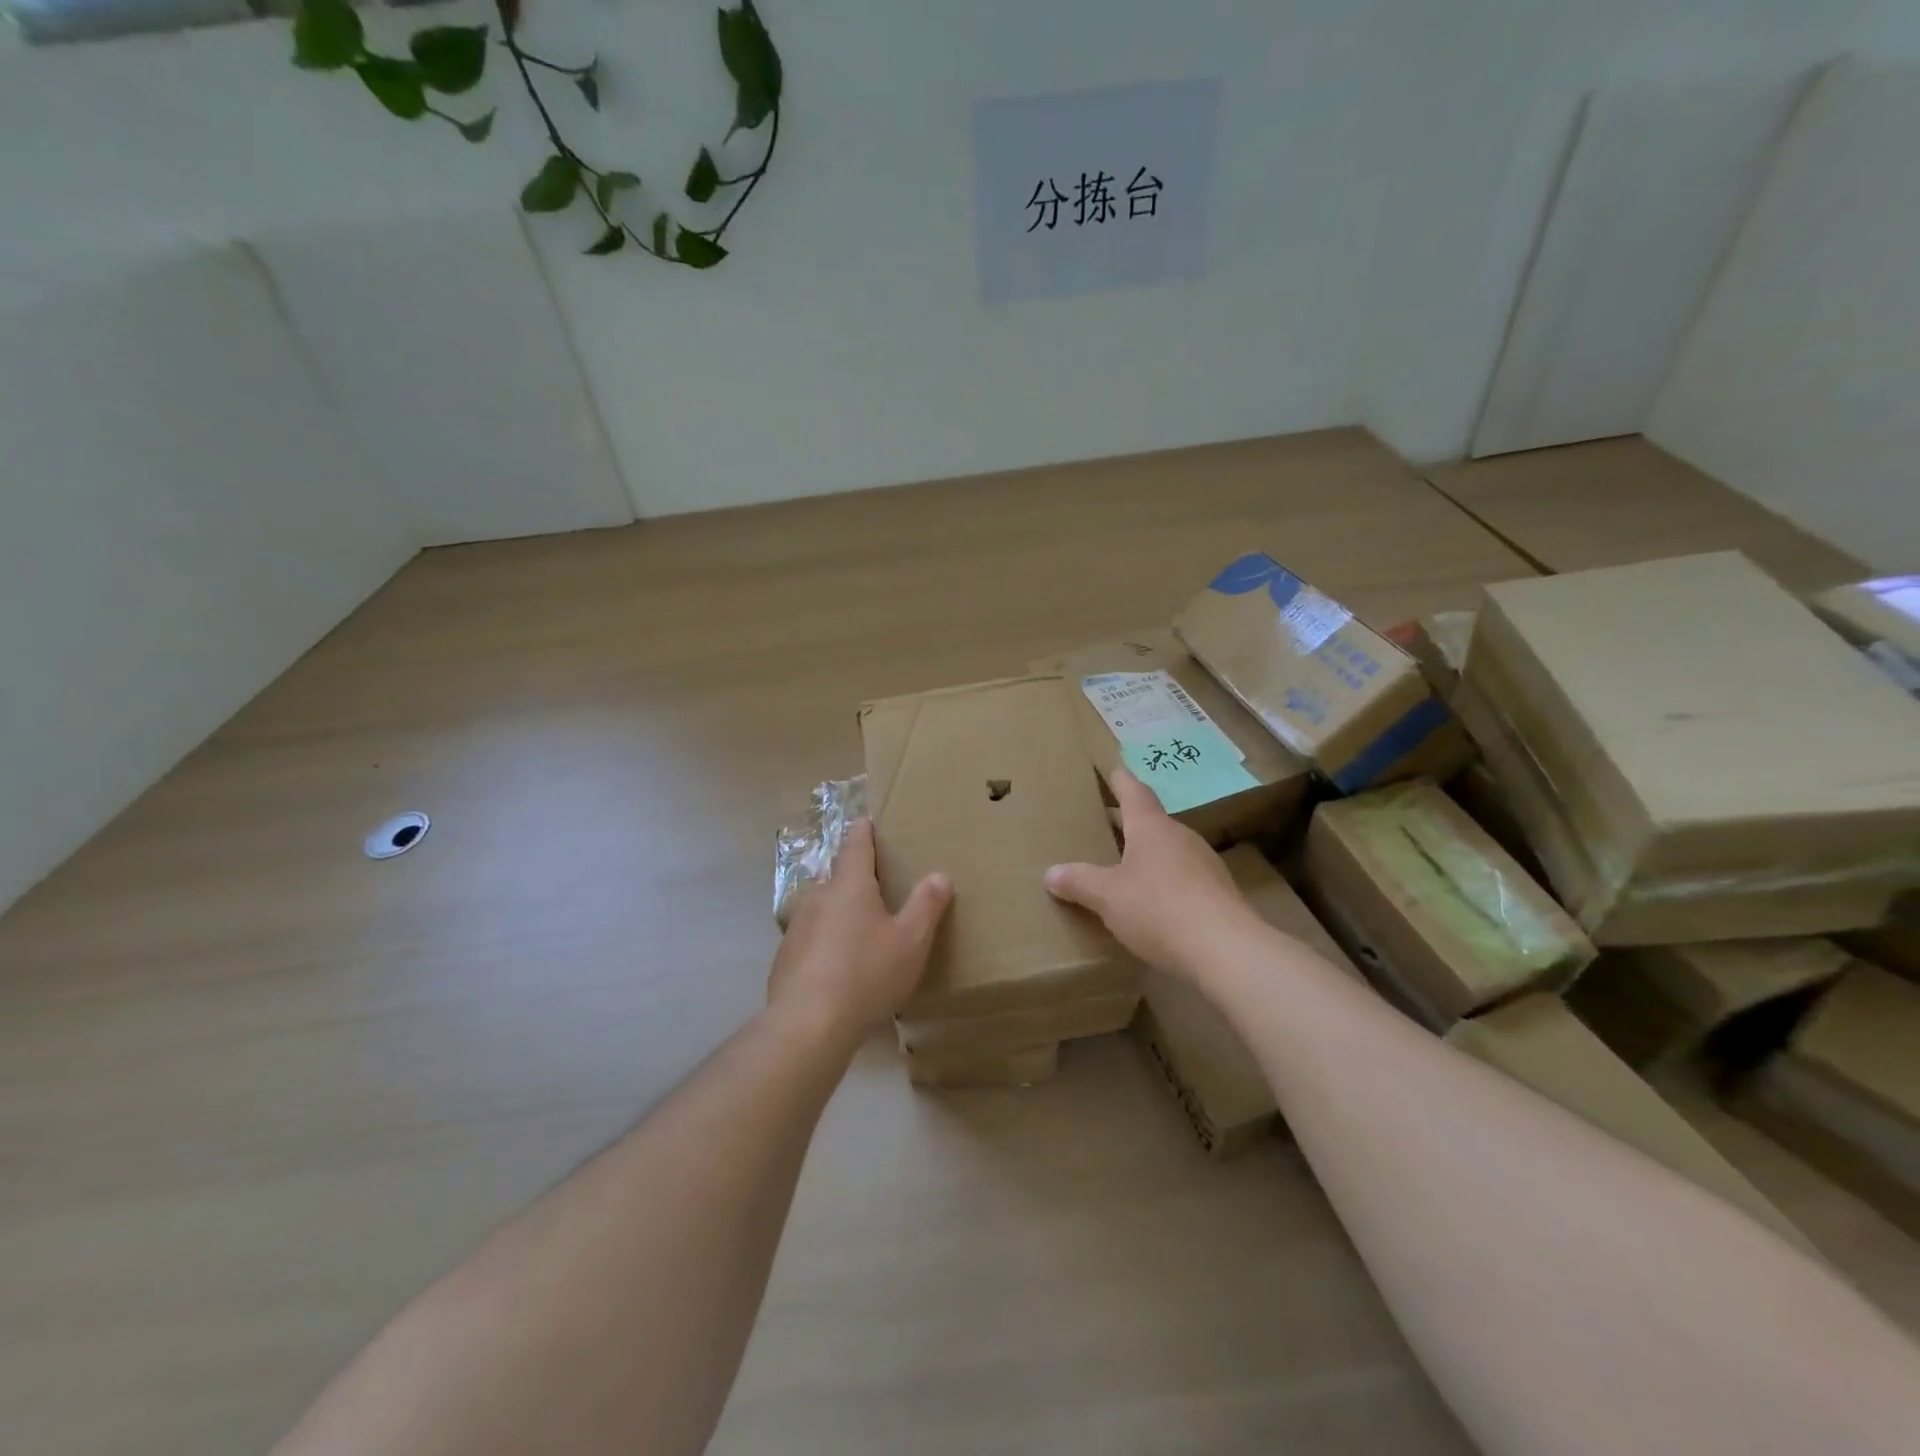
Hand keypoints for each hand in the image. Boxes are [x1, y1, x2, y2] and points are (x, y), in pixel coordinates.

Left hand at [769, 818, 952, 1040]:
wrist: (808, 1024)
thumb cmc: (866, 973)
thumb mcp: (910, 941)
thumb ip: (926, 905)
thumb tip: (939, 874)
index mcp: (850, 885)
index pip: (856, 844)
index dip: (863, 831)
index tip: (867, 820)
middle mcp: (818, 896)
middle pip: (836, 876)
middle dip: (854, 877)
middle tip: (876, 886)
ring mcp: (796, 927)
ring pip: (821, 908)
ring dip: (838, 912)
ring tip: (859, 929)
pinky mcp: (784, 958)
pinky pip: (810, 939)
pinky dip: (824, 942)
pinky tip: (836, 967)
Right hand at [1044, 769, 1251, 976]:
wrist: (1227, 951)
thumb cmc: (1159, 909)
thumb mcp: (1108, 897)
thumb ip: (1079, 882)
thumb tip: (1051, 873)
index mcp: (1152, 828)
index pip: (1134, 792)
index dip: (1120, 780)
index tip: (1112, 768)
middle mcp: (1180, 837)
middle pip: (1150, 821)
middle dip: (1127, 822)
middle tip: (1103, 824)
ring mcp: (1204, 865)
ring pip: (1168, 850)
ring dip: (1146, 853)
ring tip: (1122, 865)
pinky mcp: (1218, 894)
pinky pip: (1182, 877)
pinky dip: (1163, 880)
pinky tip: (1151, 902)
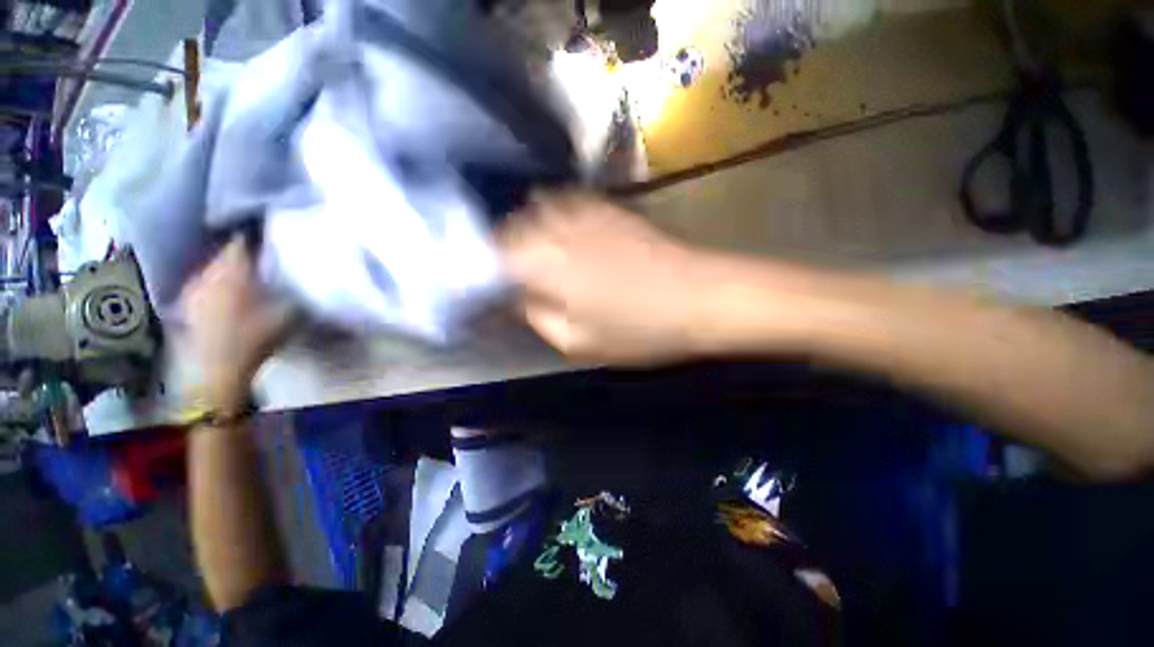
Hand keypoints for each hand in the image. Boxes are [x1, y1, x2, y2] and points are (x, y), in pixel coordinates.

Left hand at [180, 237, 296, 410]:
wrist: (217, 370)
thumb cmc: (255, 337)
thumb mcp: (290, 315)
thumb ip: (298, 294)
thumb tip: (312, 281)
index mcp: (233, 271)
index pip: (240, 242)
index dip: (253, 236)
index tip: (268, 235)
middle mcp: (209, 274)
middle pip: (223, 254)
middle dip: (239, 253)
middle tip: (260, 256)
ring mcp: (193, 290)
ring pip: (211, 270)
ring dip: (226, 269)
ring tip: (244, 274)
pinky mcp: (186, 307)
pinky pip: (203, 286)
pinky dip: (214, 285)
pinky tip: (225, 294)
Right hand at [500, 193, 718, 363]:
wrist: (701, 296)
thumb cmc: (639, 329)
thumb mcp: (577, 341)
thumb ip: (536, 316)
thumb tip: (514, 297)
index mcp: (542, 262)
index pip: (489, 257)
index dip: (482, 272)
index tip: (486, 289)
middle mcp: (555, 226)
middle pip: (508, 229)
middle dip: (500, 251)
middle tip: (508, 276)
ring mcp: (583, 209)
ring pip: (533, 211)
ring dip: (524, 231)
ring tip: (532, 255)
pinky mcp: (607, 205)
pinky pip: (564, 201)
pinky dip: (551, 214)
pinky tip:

## Work item
The full listing must come back exactly as written, with its pictures left out.

## Solution to the problem
Hand keypoints for each hand in the image. Boxes are [x1, y1, x2, y2] and points are (x, y), in pixel coordinates.

Left hand at [769, 818, 952, 1040]:
wrist: (808, 1024)
thumb cmc: (866, 973)
thumb mcp: (910, 941)
thumb ip: (926, 905)
thumb tip: (939, 874)
index mcp: (850, 885)
index pip: (856, 844)
index dip: (863, 831)
index tip: (867, 820)
middle mcp: (818, 896)
middle pip: (836, 876)
middle dip: (854, 877)
middle tip: (876, 886)
ring mcp: (796, 927)
ring pip: (821, 908)
ring dip: (838, 912)
ring tip: (859, 929)
pinky mcp: (784, 958)
pinky pip: (810, 939)
pinky dip: (824, 942)
pinky tip: (836, 967)
Right hand at [1044, 769, 1251, 976]:
wrist: (1227, 951)
thumb cmc: (1159, 909)
thumb mcp: (1108, 897)
thumb ip: (1079, 882)
thumb tip: (1051, 873)
index mcp: (1152, 828)
index pip: (1134, 792)
index dip: (1120, 780)
index tip: (1112, 768)
middle mcp: (1180, 837)
middle pip: (1150, 821)
middle dip: (1127, 822)
middle tip: (1103, 824)
ring mcp: (1204, 865)
ring pip: (1168, 850)
ring dip: (1146, 853)
ring tip: (1122, 865)
pinky mcp: (1218, 894)
pinky pip: (1182, 877)
pinky dip: (1163, 880)
pinky tip: (1151, 902)
Hand keypoints for each hand in the image. Boxes are [x1, y1, x2, y2] and points are (x, y), in pixel coordinates.

Left hand at [180, 237, 296, 410]:
wrist: (217, 370)
thumb cmc: (255, 337)
thumb mcp: (290, 315)
thumb ip: (298, 294)
thumb tip: (312, 281)
index mcp: (233, 271)
index pip: (240, 242)
index dip: (253, 236)
index tip: (268, 235)
middle mcp: (209, 274)
middle pip: (223, 254)
middle dip: (239, 253)
middle tip: (260, 256)
ring mcp: (193, 290)
ring pip: (211, 270)
ring dip: (226, 269)
ring tip: (244, 274)
pinky mcp: (186, 307)
pinky pip: (203, 286)
pinky dip: (214, 285)
pinky tip: (225, 294)
Right hand at [500, 193, 718, 363]:
wrist: (701, 296)
thumb cmc: (639, 329)
thumb mcp: (577, 341)
thumb ip: (536, 316)
thumb tip: (514, 297)
index mcp: (542, 262)
index pip: (489, 257)
index dip: (482, 272)
index tip: (486, 289)
middle mcp: (555, 226)
middle pip: (508, 229)
middle dip: (500, 251)
middle tip: (508, 276)
ring mcp: (583, 209)
ring pip: (533, 211)
ring dip: (524, 231)
ring tip: (532, 255)
pinky mcp: (607, 205)
pinky pip: (564, 201)
pinky dip: (551, 214)
pinky tip:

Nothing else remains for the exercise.